We may face intellectual property infringement claims and other
related claims...

24. Please revise to indicate whether you have any registered
patents, trademarks, service marks, or any other intellectual
property rights.

Our operating results may fluctuate...

25. We note you have presented several factors that may cause your
operating results to fluctuate.  Please consider discussing each
of
these risk factors under a separate caption that adequately
describes
the risk being presented as it relate to Artcraft.  Additionally,
some of these risks are repeated in other risk factors.  Please
delete all redundancies.

If we are unable to adapt or expand our existing technology
infrastructure...

26. Please revise to quantify the number of users and customers
that
your website serves daily.  Further, quantify the maximum capacity
of
your website.

Interruption or failure of our information technology and
communications systems...

27. Please consider combining this risk with your risk factor on
the
previous page.  Alternatively, delete all redundancies.

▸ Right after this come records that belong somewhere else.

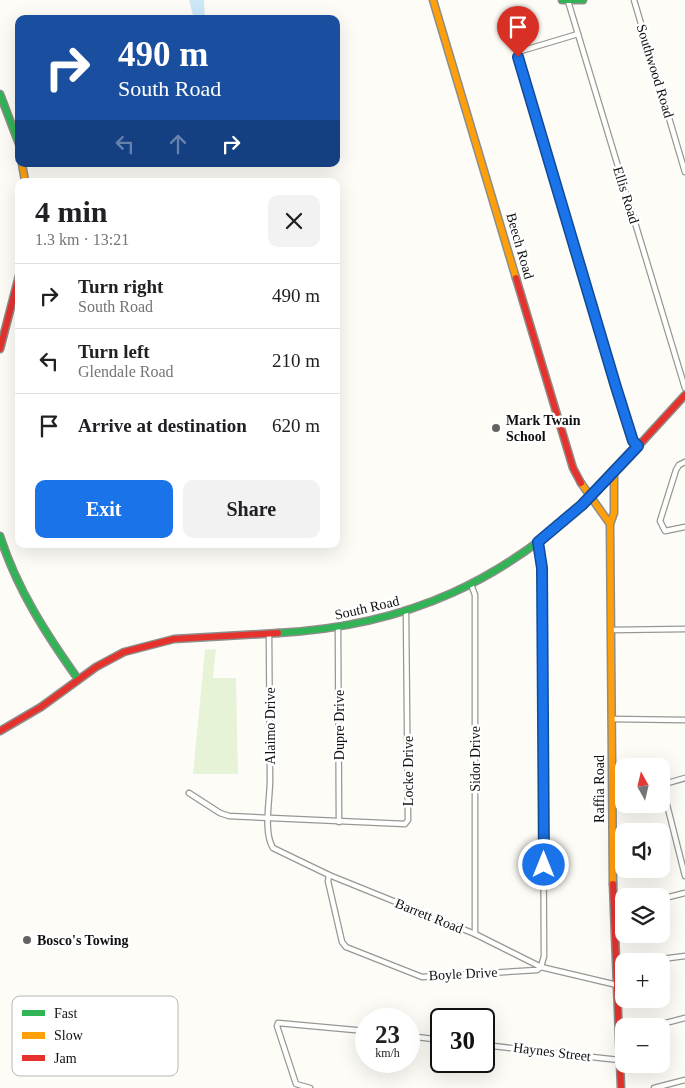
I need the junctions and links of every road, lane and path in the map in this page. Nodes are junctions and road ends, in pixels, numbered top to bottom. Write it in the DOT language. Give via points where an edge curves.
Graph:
graph roads {
  1 [pos="433,0"];
  2 [pos="565,0"];
  3 [pos="582,0"];
  4 [pos="634,0"];
  5 [pos="578,34"];
  6 [pos="0,94"];
  7 [pos="15,133"];
  8 [pos="685,172"];
  9 [pos="15,291"];
  10 [pos="0,349"];
  11 [pos="685,388"];
  12 [pos="685,395"];
  13 [pos="638,446"];
  14 [pos="685,462"];
  15 [pos="614,473"];
  16 [pos="590,496"];
  17 [pos="610,524"];
  18 [pos="685,527"];
  19 [pos="0,536"];
  20 [pos="538,542"];
  21 [pos="471,584"];
  22 [pos="406,612"];
  23 [pos="338,628"];
  24 [pos="685,629"];
  25 [pos="611,630"];
  26 [pos="269,633"];
  27 [pos="78,679"];
  28 [pos="611,719"];
  29 [pos="685,720"];
  30 [pos="0,731"];
  31 [pos="685,778"];
  32 [pos="670,783"];
  33 [pos="189,793"];
  34 [pos="615,796"];
  35 [pos="612,797"];
  36 [pos="669,813"];
  37 [pos="269,818"];
  38 [pos="339,822"];
  39 [pos="329,875"];
  40 [pos="685,876"];
  41 [pos="685,893"];
  42 [pos="670,897"];
  43 [pos="614,910"];
  44 [pos="475,934"];
  45 [pos="616,953"];
  46 [pos="685,956"];
  47 [pos="670,958"];
  48 [pos="541,967"];
  49 [pos="615,984"];
  50 [pos="685,1018"];
  51 [pos="670,1022"];
  52 [pos="355,1030"];
  53 [pos="495,1046"];
  54 [pos="615,1059"];
  55 [pos="620,1073"];
  56 [pos="685,1080"];
  57 [pos="310,1088"];
  58 [pos="621,1088"];
  59 [pos="654,1088"];
  1 -- 16 [label="main road, Beech Road" via="573,468"];
  2 -- 3 [label="main road"];
  2 -- 5 [label="street, Ellis Road"];
  4 -- 8 [label="street, Southwood Road"];
  5 -- 11 [label="street, Ellis Road"];
  5 -- 13 [label="street" via="521,51 518,57 619,396 633,441"];
  6 -- 7 [label="main road"];
  9 -- 10 [label="main road"];
  12 -- 13 [label="main road, South Road"];
  13 -- 15 [label="main road, South Road"];
  14 -- 18 [label="street" via="676,470 660,521 665,530"];
  15 -- 16 [label="main road, South Road"];
  15 -- 17 [label="main road, Raffia Road" via="614,513"];
  16 -- 17 [label="main road" via="606,514"];
  16 -- 20 [label="main road, South Road"];
  17 -- 25 [label="main road, Raffia Road"];
  19 -- 27 [label="main road" via="12,574 26,601"];
  20 -- 21 [label="main road, South Road"];
  20 -- 48 [label="street" via="542,568 544,956"];
  21 -- 22 [label="main road, South Road"];
  21 -- 44 [label="street, Sidor Drive" via="475,595"];
  22 -- 23 [label="main road, South Road"];
  22 -- 38 [label="street, Locke Drive" via="408,820 398,825"];
  23 -- 26 [label="main road, South Road"];
  23 -- 38 [label="street, Dupre Drive"];
  24 -- 25 [label="street"];
  25 -- 28 [label="main road, Raffia Road"];
  26 -- 27 [label="main road, South Road" via="219,634 136,648 108,660"];
  26 -- 37 [label="street, Alaimo Drive"];
  27 -- 30 [label="main road, South Road" via="54,699"];
  28 -- 29 [label="street"];
  28 -- 35 [label="main road, Raffia Road"];
  31 -- 32 [label="street"];
  33 -- 37 [label="street, Locke Drive" via="220,813 241,818"];
  34 -- 35 [label="street"];
  35 -- 43 [label="main road, Raffia Road"];
  36 -- 40 [label="street"];
  37 -- 38 [label="street, Locke Drive"];
  37 -- 39 [label="street, Barrett Road" via="269,841 273,848"];
  39 -- 44 [label="street, Barrett Road"];
  39 -- 48 [label="street, Boyle Drive" via="342,942 346,947 422,977 537,970"];
  41 -- 42 [label="street"];
  43 -- 45 [label="main road, Raffia Road"];
  44 -- 48 [label="street, Barrett Road"];
  46 -- 47 [label="street"];
  48 -- 49 [label="street, Barrett Road"];
  50 -- 51 [label="street"];
  52 -- 57 [label="street" via="278,1023 296,1084"];
  53 -- 54 [label="street, Haynes Street"];
  55 -- 58 [label="main road, Raffia Road"];
  56 -- 59 [label="street"];
}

Our business could be adversely affected if our software contains
bugs.

28. Please revise to indicate whether or not you are currently
aware
of any bugs in your software.

Risks Related to This Offering

We may need additional capital, and the sale of additional equity
securities...

29. Please revise the first sentence to delete the statement that
you
will use the "net proceeds from this offering" to satisfy your
cash
needs.  In this regard, we note that you have disclosed that you
will
not receive any proceeds from this offering.  In addition, this
risk
factor does not appear to reconcile with your MD&A disclosure
regarding your need to raise additional capital.  Please reconcile
or
advise.

You may face difficulties protecting your interests...

30. Please consider combining this risk with your risk factor
under
the heading "Risks Related to Doing Business in China."
Alternatively, delete all redundancies.

Penny Stock Considerations

31. Please revise to affirmatively state that your shares of
common
stock are classified as penny stock.

Management`s Discussion and Analysis or Plan of Operation

32. We note your statement that you "anticipate incurring
development
stage losses in the foreseeable future."  Elaborate upon this
assumption as it relates to the analysis of your results of
operations, as well as the impact it is expected to have on your
liquidity and capital resources.  Include in your discussion any
known trends, events or uncertainties that have had or that are
reasonably expected to have a material impact on the net sales,
income from continuing operations, or short-term and long-term
liquidity.  Reference is made to Item 303(b) of Regulation S-B.

Plan of Operation

33. We note you anticipate taking numerous steps in connection
with
the development of your business and the implementation of your
plan
of operation.  When discussing your planned operations, disclose
the
estimated timing of each event, the estimate cost for each
activity
and how you plan to finance these activities.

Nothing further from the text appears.